**TASK ITEM:**
All lines holding the word "Nguyễn" are to be copied from the records beneath.

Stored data
#####

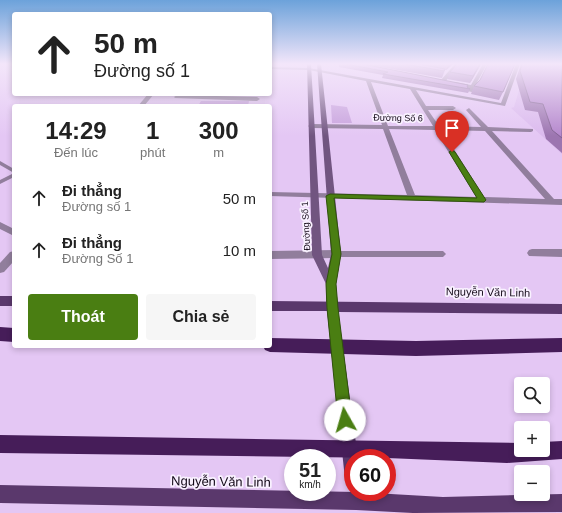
<!DOCTYPE html>
<html lang="vi">
<meta charset="utf-8">
<style>
:root{--surface:#fff;--page:#f6f6f6;--text:#222;--muted:#767676;--accent:#4a7e12}
body{margin:0;font-family:Helvetica,sans-serif;background:var(--page);color:var(--text);height:100vh;display:flex;flex-direction:column;font-size:15px;white-space:nowrap}
*{box-sizing:border-box;margin:0}
p{font-size:13px;color:var(--muted)}
.icon{flex:none;width:22px;height:22px;fill:none;stroke:currentColor;stroke-width:2;stroke-linecap:round;stroke-linejoin:round}
.map{position:relative;flex:1;overflow:hidden}
.side{position:absolute;left:12px;top:104px;width:260px;height:244px;display:flex;flex-direction:column;background:var(--surface);border-radius:4px;box-shadow:0 2px 6px #0003}
.side>*{flex:none}
.guide{position:absolute;left:12px;top:12px;width:260px;height:84px;border-radius:4px;box-shadow:0 2px 6px #0003;background:#fff;color:var(--text);overflow:hidden}
.tools{position:absolute;left:514px;top:377px;display:grid;gap:8px}
.tools a{display:grid;place-items:center;width:36px;height:36px;border-radius:4px;background:var(--surface);box-shadow:0 2px 6px #0003;font-size:20px}
.speed{position:absolute;left:284px;top:449px;display:flex;gap:8px;font-size:20px;font-weight:700;text-align:center}
.speed>*{display:grid;place-content:center;width:52px;height:52px;border-radius:50%;background:var(--surface);box-shadow:0 2px 6px #0003;line-height:1}
.speed small{font-size:10px;font-weight:400}
.speed .limit{border:6px solid #d22;background:#fff;color:#111}
.pin{position:absolute;display:grid;place-items:center;width:34px;height:34px;color:#fff;margin:-41px -17px;border-radius:50% 50% 50% 0;rotate:-45deg;box-shadow:0 0 4px #0007}
.pin .icon{rotate:45deg}
.me{position:absolute;width:44px;margin:-22px;rotate:353deg;stroke-linejoin:round;filter:drop-shadow(0 0 3px #0008)}
.turn{display:flex;align-items:center;gap:14px;height:84px;padding:0 16px;font-size:18px}
.turn .icon{width:52px;height:52px;stroke-width:2.5}
.turn b{display:block;font-size:28px;line-height:34px}
.eta{display:flex;justify-content:space-evenly;align-items:center;height:68px;text-align:center}
.eta b{font-size:24px;font-weight:700;line-height:28px}
.action{display:flex;gap:8px;margin-top:auto;padding:8px 16px}
.action a{flex:1;height:46px;border-radius:4px;background:var(--accent);color:#fff;font-size:16px;font-weight:700;line-height:46px;text-align:center}
.action a+a{background:var(--page);color:var(--text)}
ul{padding:0;list-style:none}
li{display:flex;align-items:center;gap:12px;height:52px;padding:0 16px}
li div{flex:1}
li b{display:block;font-size:15px}
li em{font-style:normal}
.map>svg:first-child{display:block}
.built{fill:#dbbaee}
.green{fill:#c7a1dd}
.lines{fill:none;stroke-linecap:round;stroke-linejoin:round}
.lane{fill:#917e9c;fill-rule:evenodd}
.street{fill:#917e9c;fill-rule:evenodd}
.secondary{fill:#715580;fill-rule:evenodd}
.primary{fill:#5a386c;fill-rule:evenodd}
.highway{fill:#461d59;fill-rule:evenodd}
.wall{fill:#9c75b0}
.shaded-wall{fill:#7f5f90}
.building{fill:#b588cd;stroke:#7f5f90}
.route{fill:#4a7e12;stroke:#30520c}
.labels{text-anchor:middle;stroke-width:3.5;stroke-linejoin:round;paint-order:stroke}
.far-street-label{font-size:9px;fill:#120817;stroke:#f9f1ff}
.street-label{font-size:11px;fill:#120817;stroke:#f9f1ff}
.near-street-label{font-size:13px;fill:#120817;stroke:#f9f1ff}
</style>
<div class="map">
<svg width="562" height="513" viewBox="0 0 562 513">
<rect width="100%" height="100%" fill="#e4c7f4"/>
<path class="built" d="M527 64H562V154L511 108 514 107Z"/>
<g class="green">
<path d="M201 101H249L248 106H198Z"/>
<path d="M331 105 347 107 352 123H332Z"/>
</g>
<g class="lines">
<g class="lane">
<path d="M0 161 14 169V173L0 165Z"/>
<path d="M14 173V177L0 184V180Z"/>
<path d="M336 251H443L446 254 443 257H336L333 254Z"/>
</g>
<g class="street">
<path d="M455 64H459L445 82H441V80Z"/>
<path d="M483 64H487L472 92 467 91 469 88 453 83 455 82 471 85Z"/>
<path d="M516 64H520L505 106 416 90 426 106H453L456 108 453 110H428L439 126 481 127 466 110 469 108 488 127 533 129V131L531 132 492 131 554 199H562V205L270 196V192L407 195 383 129 311 128 308 126 311 124 382 125 366 81 309 70 270 69V67L309 68 501 103ZM371 82 410 89 433 126H388ZM389 129 435 130 476 197 415 195ZM442 130 485 131 545 199 484 197Z"/>
<path d="M148 94H154L144 106H138Z"/>
<path d="M177 95 257 97 260 99 257 101 175 98 174 97Z"/>
<path d="M0 222 14 229V236L0 229Z"/>
<path d="M532 249H562V257L529 256 527 253 529 250Z"/>
<path d="M336 250 340 251 341 254 340 257 336 258 270 259V251Z"/>
<path d="M14 251V261L4 272 0 273V263L10 252Z"/>
</g>
<path class="secondary" d="M307 64H311L322 255 328 268 331 254 317 64H321L341 254 336 284 338 308 336 311 332 313 328 311 326 308V284L312 255Z"/>
<g class="primary">
<rect x="0" y="296" width="14" height="10"/>
<path d="M270 301 562 304V314L338 312 358 458H353V487L347 485 345 479 327 311H270Z"/>
<path d="M0 485 356 492 443 497 562 494V512L413 513 356 510 0 503Z"/>
</g>
<g class="highway">
<path d="M0 327 14 328V342L0 341Z"/>
<path d="M270 338 416 341 562 338V352L416 356 270 352 265 350 263 346H270Z"/>
<path d="M0 435 521 443V450H543V442L562 441V459L507 463 387 458 0 453Z"/>
</g>
</g>
<g class="wall">
<path d="M339 64H363L467 87 470 89 468 93 382 78 383 75 339 67Z"/>
<path d="M364 64H453L446 70H445L442 78Z"/>
<path d="M457 64H481L470 83 447 79 450 72Z"/>
<path d="M521 64H562V153L546 139 538 112 525 110 516 79Z"/>
<path d="M480 80 503 92 499 100 471 94 474 86Z"/>
</g>
<g class="shaded-wall">
<path d="M449 64H453L446 70Z"/>
<path d="M480 64H481L470 83 473 76Z"/>
</g>
<g class="building">
<path d="M346 64H363L468 85 467 87 470 89 383 74 388 72Z"/>
<path d="M405 64H419L445 69 444 71Z"/>
<path d="M457 64H480L473 76 450 72Z"/>
<path d="M488 64H515L503 92 474 86 480 80Z"/>
<path d="M522 64H562V138L552 130 543 104 530 102 520 71Z"/>
</g>
<linearGradient id="sky" x2="0" y2="1"><stop stop-color="#6ca2da"/><stop offset="0.47" stop-color="#f3e6fa"/><stop offset="1" stop-color="#f3e6fa" stop-opacity="0"/></linearGradient>
<rect width="562" height="136" fill="url(#sky)"/>
<path class="route" d="M452 150 455 152 486 200 484 202 334 198 341 254 336 284 338 308 352 420 350 425 345 427 340 425 338 420 327 308 326 284 332 254 326 196 330 194 477 198 449 152Z"/>
<g class="labels">
<g class="far-street-label">
<text transform="translate(398 118) rotate(1)" y="3">Đường Số 6</text>
<text transform="translate(306 226) rotate(-93)" y="3">Đường Số 1</text>
</g>
<g class="street-label">
<text transform="translate(488 292) rotate(1)" y="4">Nguyễn Văn Linh</text>
</g>
<g class="near-street-label">
<text transform="translate(221 481) rotate(1)" y="5">Nguyễn Văn Linh</text>
</g>
</g>
</svg>
<div class="tools">
<a><svg class="icon" aria-label="search" viewBox="0 0 24 24"><circle cx="10" cy="10" r="6"/><path d="M15 15l6 6"/></svg></a>
<a>+</a>
<a>−</a>
</div>
<div class="speed"><div>51<small>km/h</small></div><div class="limit">60</div></div>
<div class="pin" style="left:452px;top:152px;background:#d93025"><svg class="icon" aria-label="arrive" viewBox="0 0 24 24"><path d="M6 21V4h12l-3 4 3 4H6"/></svg></div>
<svg class="me" style="left:345px;top:420px" viewBox="-20 -20 40 40"><circle r="19" fill="#fff"/><path d="M0-13L10 11 0 6-10 11z" fill="#4a7e12"/></svg>
<div class="guide">
<div class="turn"><svg class="icon" aria-label="ahead" viewBox="0 0 24 24"><path d="M12 20V5M6 11l6-6 6 6"/></svg><div><b>50 m</b>Đường số 1</div></div>
</div>
<section class="side">
<div class="eta">
<div><b>14:29</b><p>Đến lúc</p></div>
<div><b>1</b><p>phút</p></div>
<div><b>300</b><p>m</p></div>
</div>
<ul>
<li><svg class="icon" aria-label="ahead" viewBox="0 0 24 24"><path d="M12 20V5M6 11l6-6 6 6"/></svg><div><b>Đi thẳng</b><p>Đường số 1</p></div><em>50 m</em></li>
<li><svg class="icon" aria-label="ahead" viewBox="0 0 24 24"><path d="M12 20V5M6 11l6-6 6 6"/></svg><div><b>Đi thẳng</b><p>Đường Số 1</p></div><em>10 m</em></li>
</ul>
<div class="action"><a>Thoát</a><a>Chia sẻ</a></div>
</section>
</div>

#####

**EXPECTED ANSWER:**
<text transform="translate(488 292) rotate(1)" y="4">Nguyễn Văn Linh</text>
<text transform="translate(221 481) rotate(1)" y="5">Nguyễn Văn Linh</text>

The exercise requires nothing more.